What is being asked: Look through the data that follows and copy each line with the string "Hawthorne".

Information supplied START

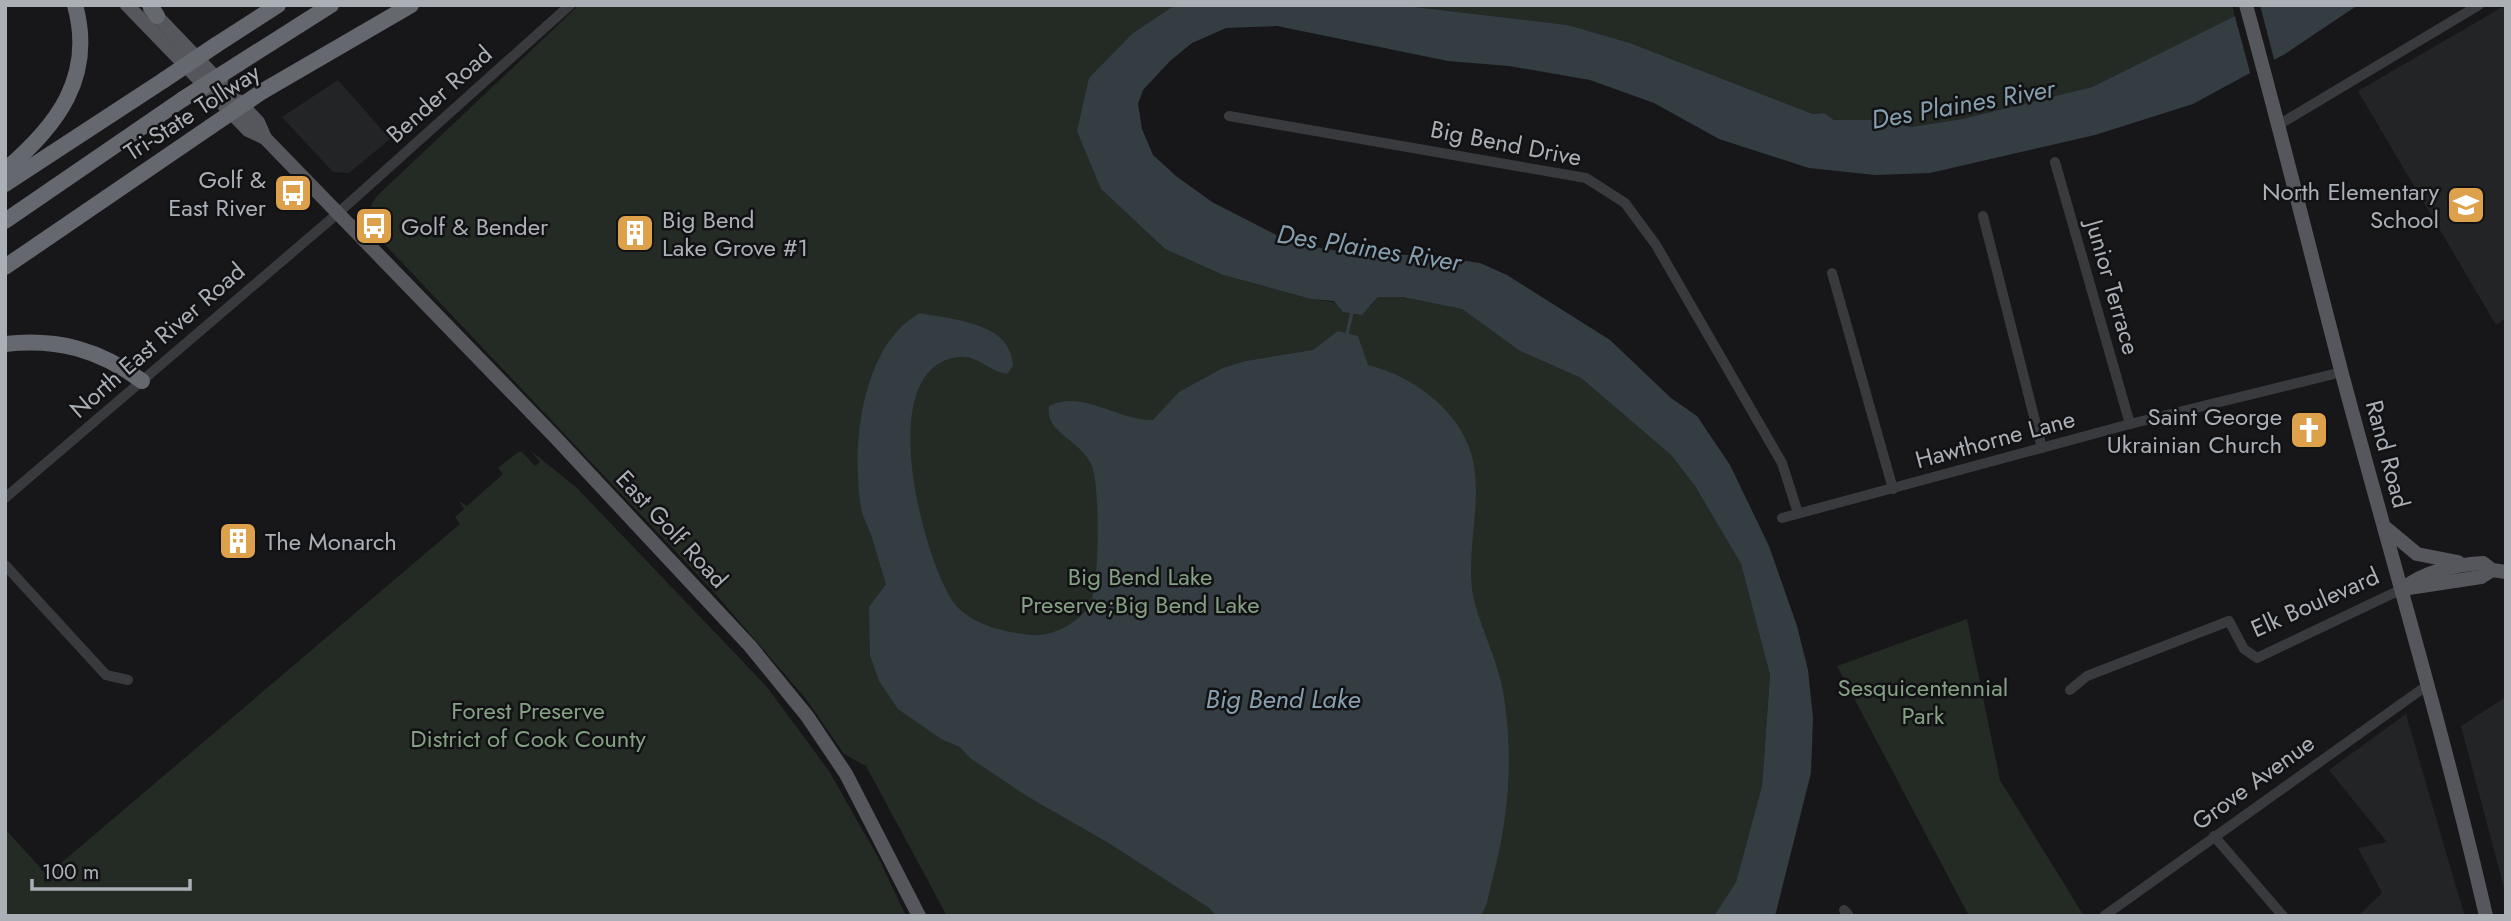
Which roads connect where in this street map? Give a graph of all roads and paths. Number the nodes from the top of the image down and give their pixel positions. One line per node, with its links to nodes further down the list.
1 (75, 5): 14 (highway)
2 (127, 5): 12 (main road)
3 (278, 5): 15 (highway, bridge)
4 (331, 5): 18 (highway, Tri-State Tollway, bridge)
5 (411, 5): 19 (highway, Tri-State Tollway, bridge)
6 (570, 5): 16 (street, Bender Road)
7 (2246, 5): 11 (main road, Rand Road)
8 (2479, 5): 11 (street)
9 (151, 9): 12 (main road)
10 (1229, 116): 28 (street, Big Bend Drive)
11 (2280, 124): 22 (main road, Rand Road)
12 (265, 138): 16 (main road, East Golf Road)
13 (2054, 162): 24 (street, Junior Terrace)
14 (5, 170)
15 (5, 184)
16 (337, 214): 23 (street, North East River Road); 39 (main road, East Golf Road)
17 (1983, 216): 25 (street)
18 (5, 221)
19 (5, 267)
20 (1832, 273): 26 (street)
21 (5, 344): 23 (highway)
22 (2342, 372): 24 (street, Hawthorne Lane); 30 (main road, Rand Road)
23 (142, 381): 27 (street, North East River Road)
24 (2130, 424): 25 (street, Hawthorne Lane)
25 (2042, 448): 26 (street, Hawthorne Lane)
26 (1893, 489): 28 (street, Hawthorne Lane)
27 (5, 498)
28 (1798, 513): 29 (street, Hawthorne Lane)
29 (1782, 517)
30 (2385, 527): 31 (main road); 34 (main road, Rand Road)
31 (2470, 564): 33 (main road, Elk Boulevard); 34 (main road, Elk Boulevard)
32 (5, 565): 35 (street)
33 (2499, 571): 34 (main road, Elk Boulevard)
34 (2402, 589): 36 (main road, Rand Road); 37 (street, Elk Boulevard)
35 (128, 680)
36 (2429, 684): 38 (street, Grove Avenue); 42 (main road, Rand Road)
37 (2070, 690)
38 (2214, 836): 40 (street, Grove Avenue); 41 (street)
39 (919, 916)
40 (2104, 916)
41 (2283, 916)
42 (2486, 916)

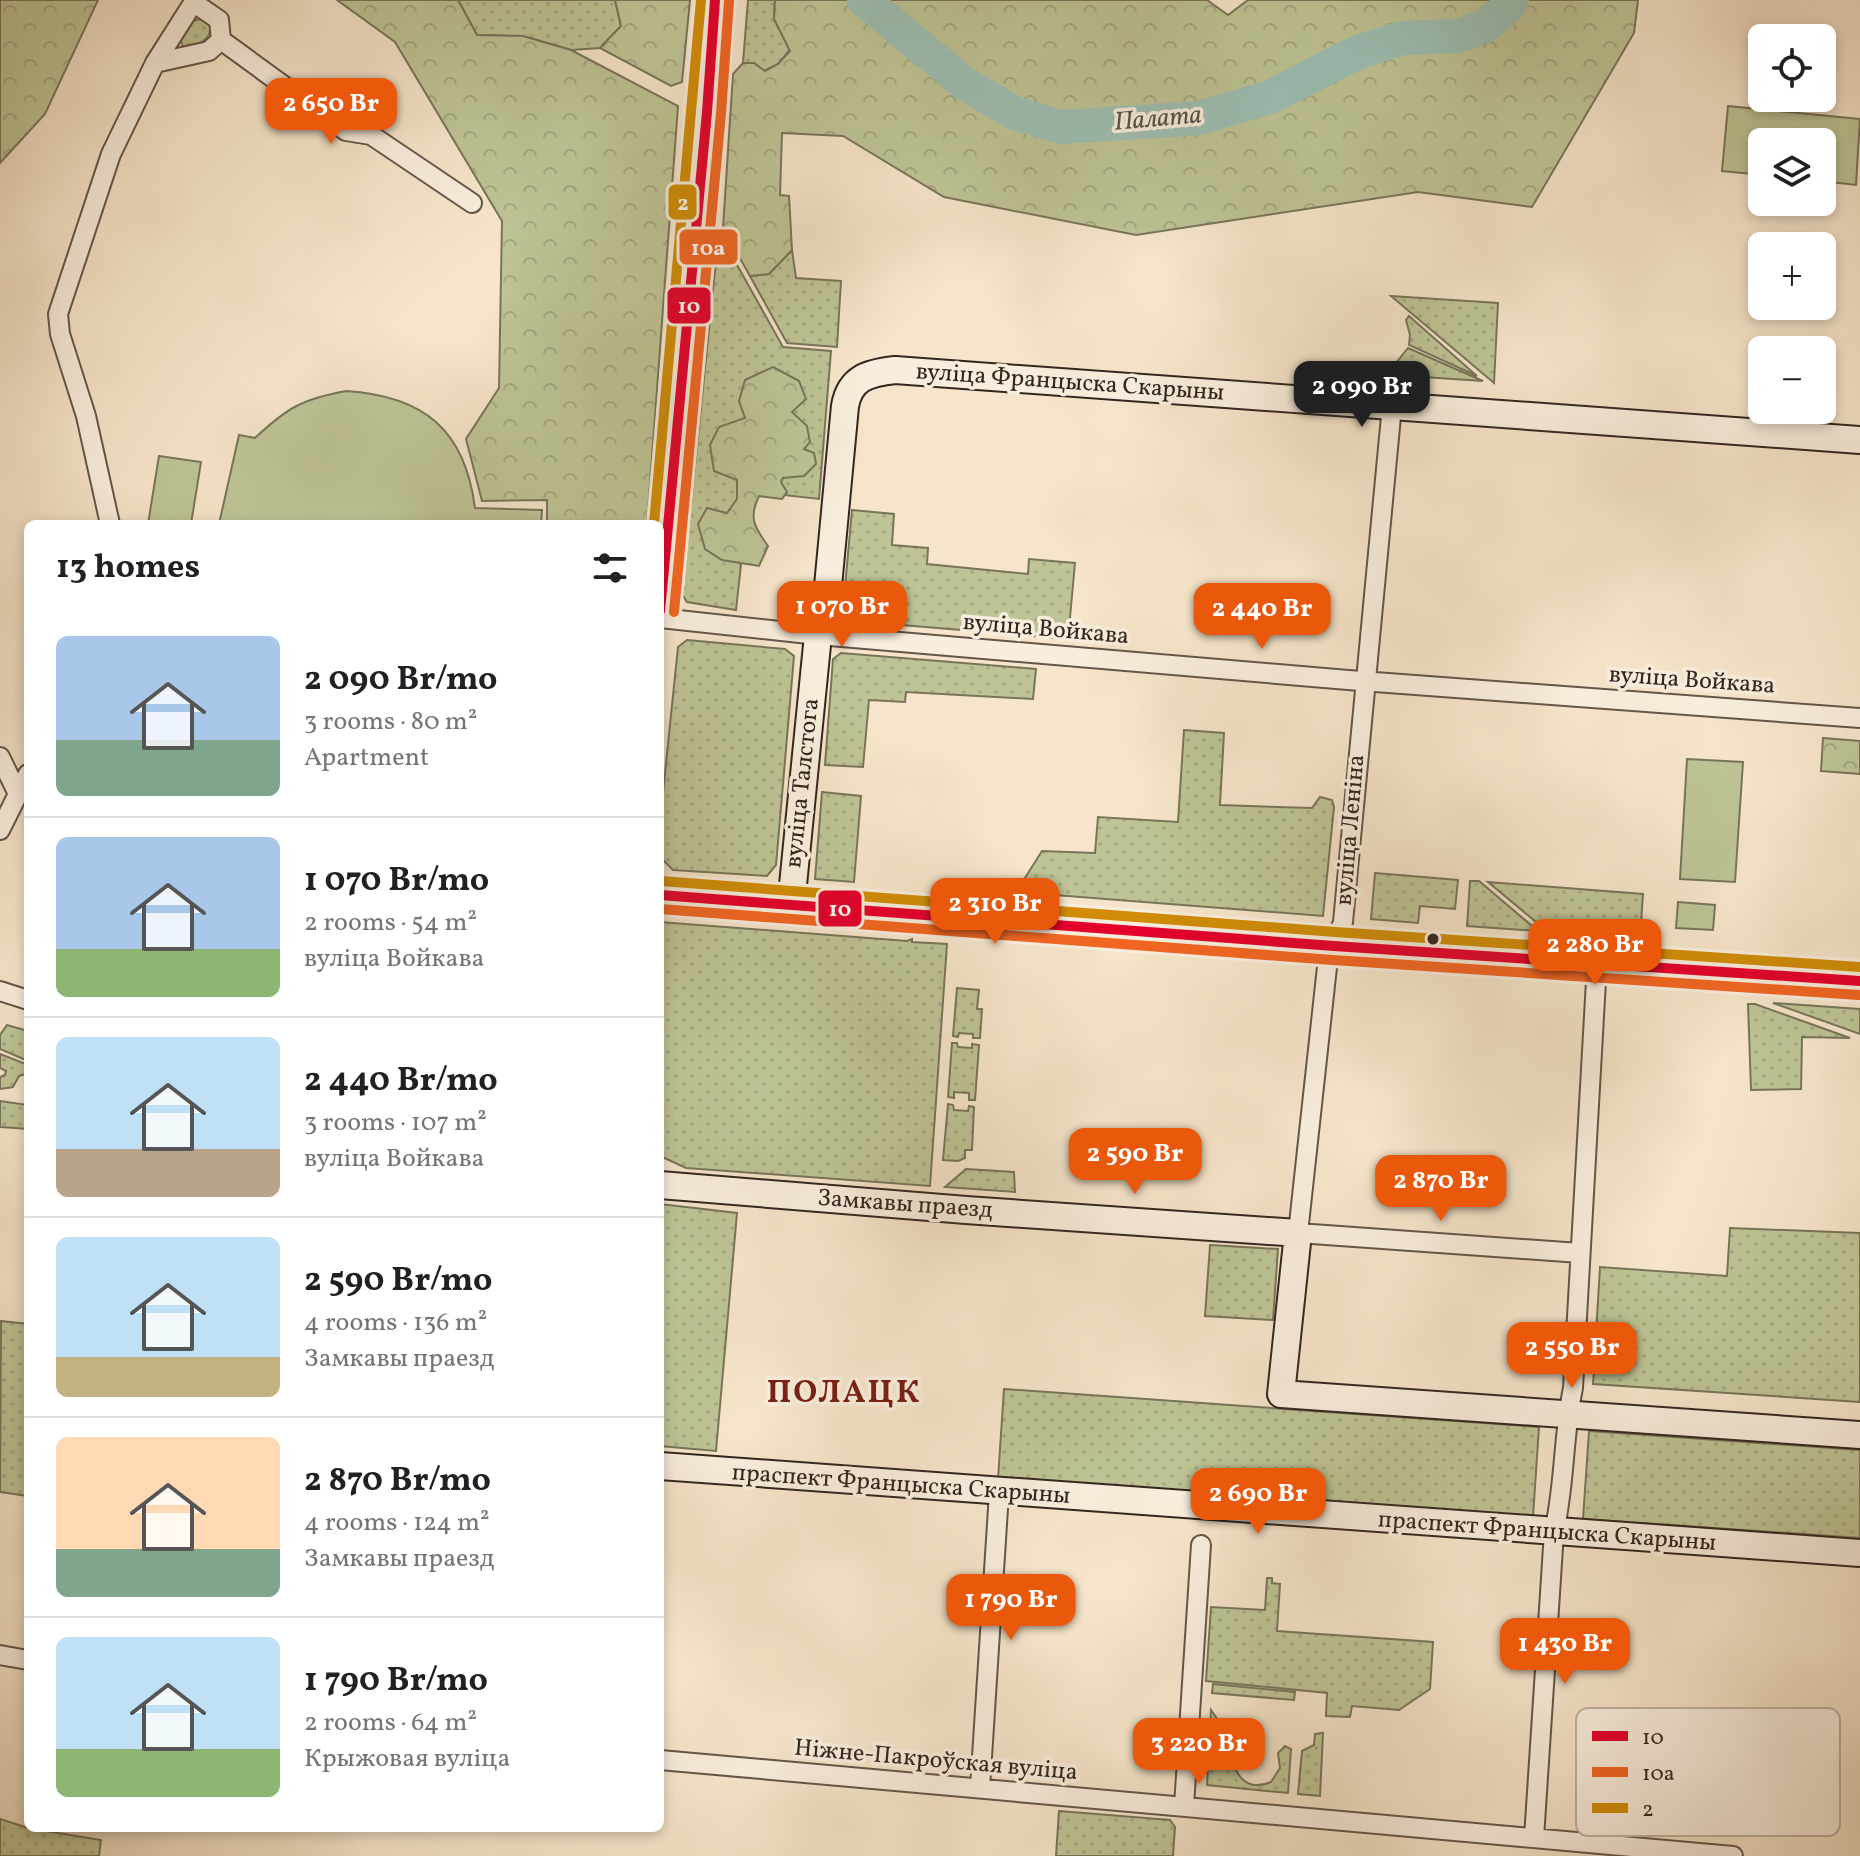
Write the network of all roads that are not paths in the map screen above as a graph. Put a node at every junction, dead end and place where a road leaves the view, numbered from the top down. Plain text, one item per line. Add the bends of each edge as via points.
1 (715, 0) edge
2 (194, 1) edge
3 (221, 40) junction
4 (155, 63) junction
5 (472, 203) dead end
6 (857, 379) joint
7 (1392, 406) junction
8 (1860, 440) edge
9 (109, 520) edge
10 (664, 569) edge
11 (664, 618) edge
12 (818, 635) junction
13 (1365, 681) junction
14 (1860, 718) edge
15 (0, 757) edge
16 (24, 782) edge
17 (18, 794) junction
18 (0, 830) edge
19 (664, 895) edge
20 (791, 905) junction
21 (1334, 946) junction
22 (1597, 963) junction
23 (1860, 981) edge
24 (0, 991) edge
25 (24, 999) edge
26 (664, 1175) edge
27 (664, 1185) edge
28 (688, 1188) junction
29 (1298, 1233) junction
30 (1580, 1253) junction
31 (1567, 1415) junction
32 (1860, 1435) edge
33 (664, 1466) edge
34 (999, 1493) junction
35 (1554, 1532) junction
36 (1201, 1545) dead end
37 (1860, 1553) edge
38 (0, 1655) edge
39 (24, 1659) edge
40 (664, 1760) edge
41 (980, 1788) junction
42 (1184, 1806) junction
43 (1534, 1838) junction
44 (1733, 1856) edge

1 - 10 street
2 - 3 street via 219,20
2 - 4 street
3 - 4 street via 209,51
3 - 5 street via 346,131 371,135
4 - 9 street via 111,154 58,314
6 - 7 street, вуліца Францыска Скарыны via 895,370
6 - 12 street, вуліца Талстога via 845,406 825,618
7 - 8 street, вуліца Францыска Скарыны
7 - 13 street, вуліца Леніна
11 - 12 street, вуліца Войкава
12 - 13 street, вуліца Войкава
12 - 20 street, вуліца Талстога
13 - 14 street, вуліца Войкава
13 - 21 street, вуліца Леніна via 1343,922
15 - 17 street
16 - 17 street
17 - 18 street
19 - 20 street
20 - 21 street
21 - 22 street
21 - 29 street, вуліца Леніна via 1327,967
22 - 23 street
22 - 30 street
24 - 25 street
26 - 28 street
27 - 28 street, Замкавы праезд
28 - 29 street, Замкавы праезд
29 - 30 street, Замкавы праезд
29 - 31 street, вуліца Леніна via 1281,1394
30 - 31 street
31 - 32 street
31 - 35 street
33 - 34 street, праспект Францыска Скарыны
34 - 35 street, праспект Францыска Скарыны
34 - 41 street
35 - 37 street, праспект Францыска Скарыны
35 - 43 street
36 - 42 street
38 - 39 street
40 - 41 street, Ніжне-Пакроўская вуліца
41 - 42 street, Ніжне-Пакроўская вуліца
42 - 43 street, Ніжне-Пакроўская вуліца
43 - 44 street, Ніжне-Пакроўская вуліца

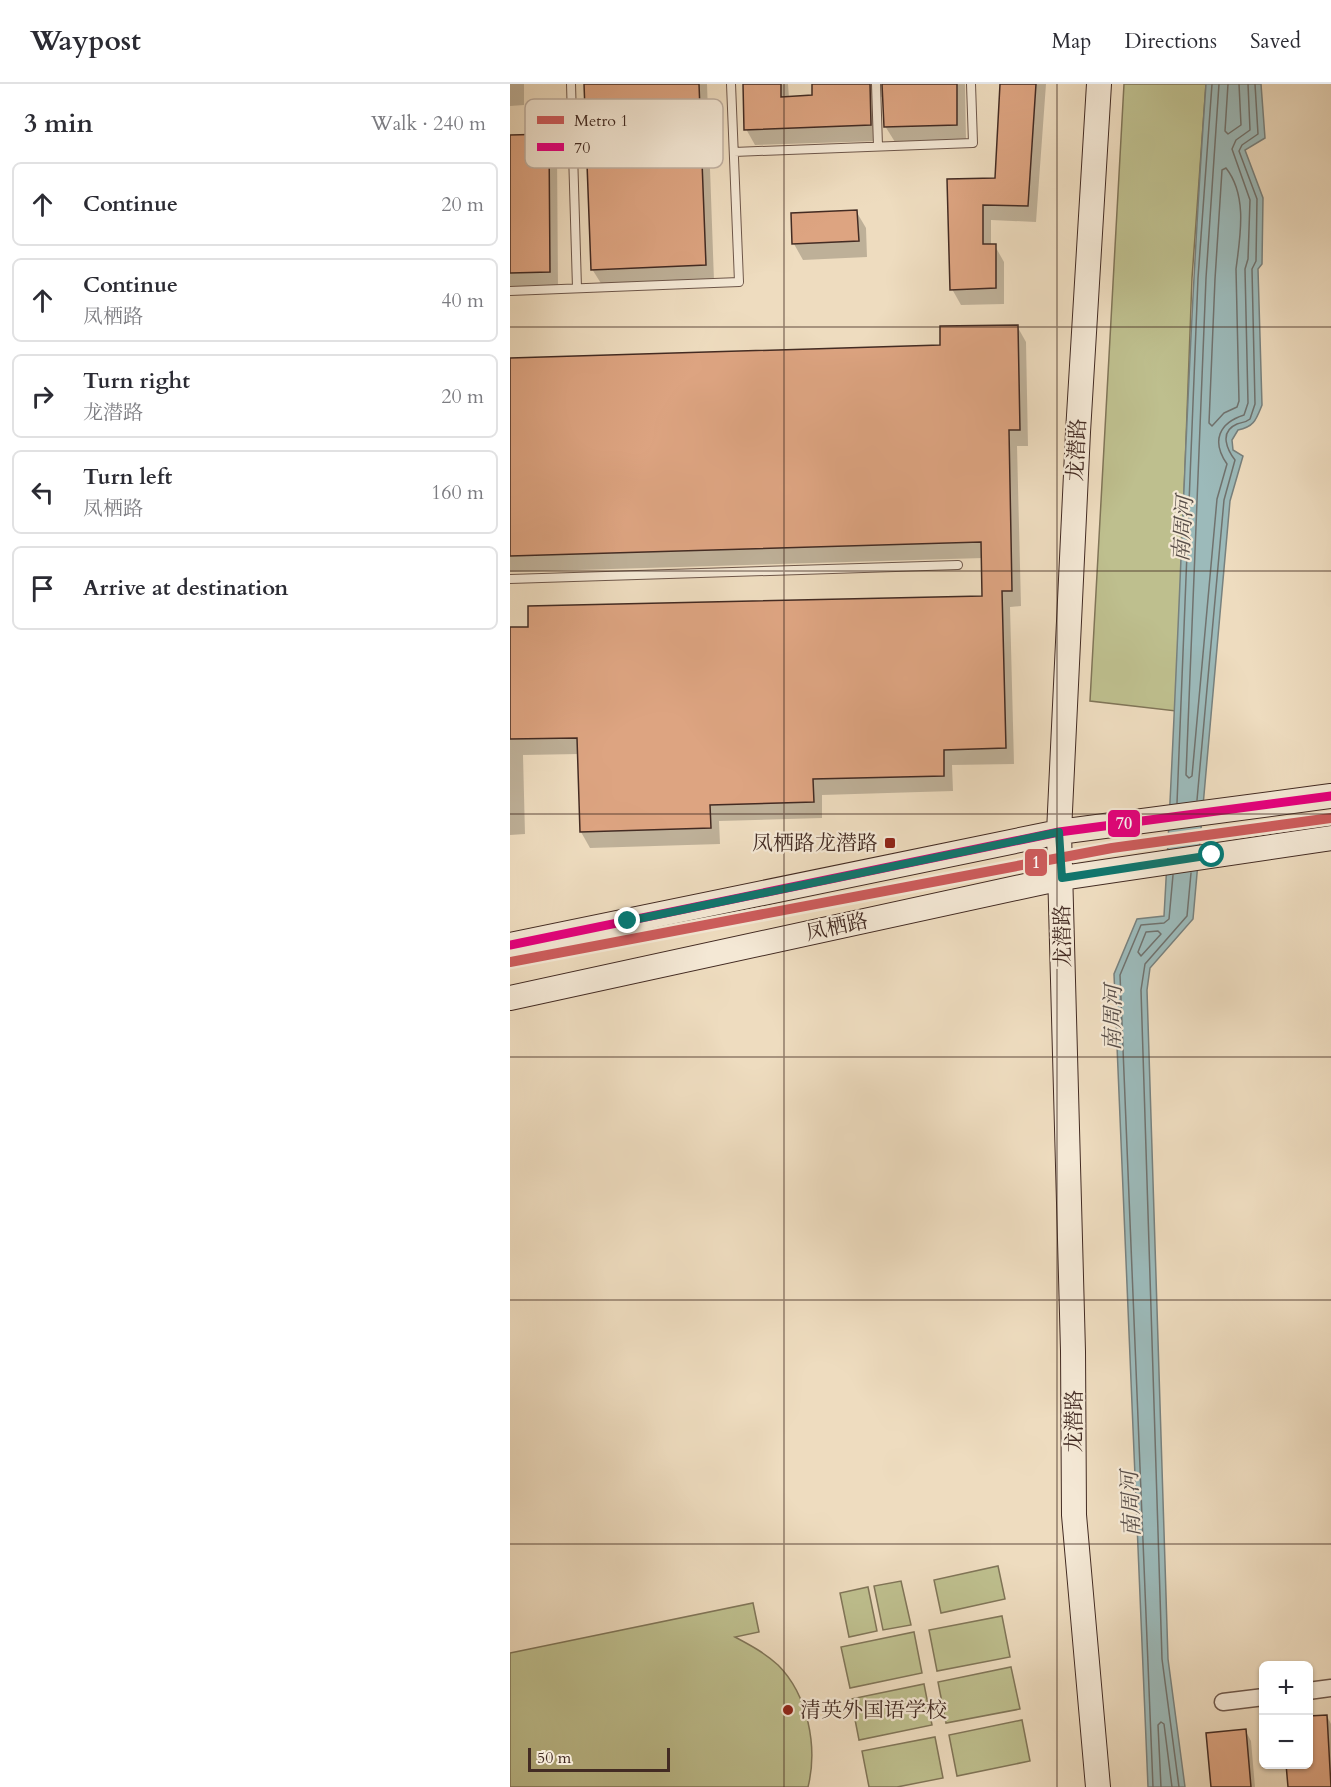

Information supplied END

Answer to the exercise:
22 (2342, 372): 24 (street, Hawthorne Lane); 30 (main road, Rand Road)
24 (2130, 424): 25 (street, Hawthorne Lane)
25 (2042, 448): 26 (street, Hawthorne Lane)
26 (1893, 489): 28 (street, Hawthorne Lane)
28 (1798, 513): 29 (street, Hawthorne Lane)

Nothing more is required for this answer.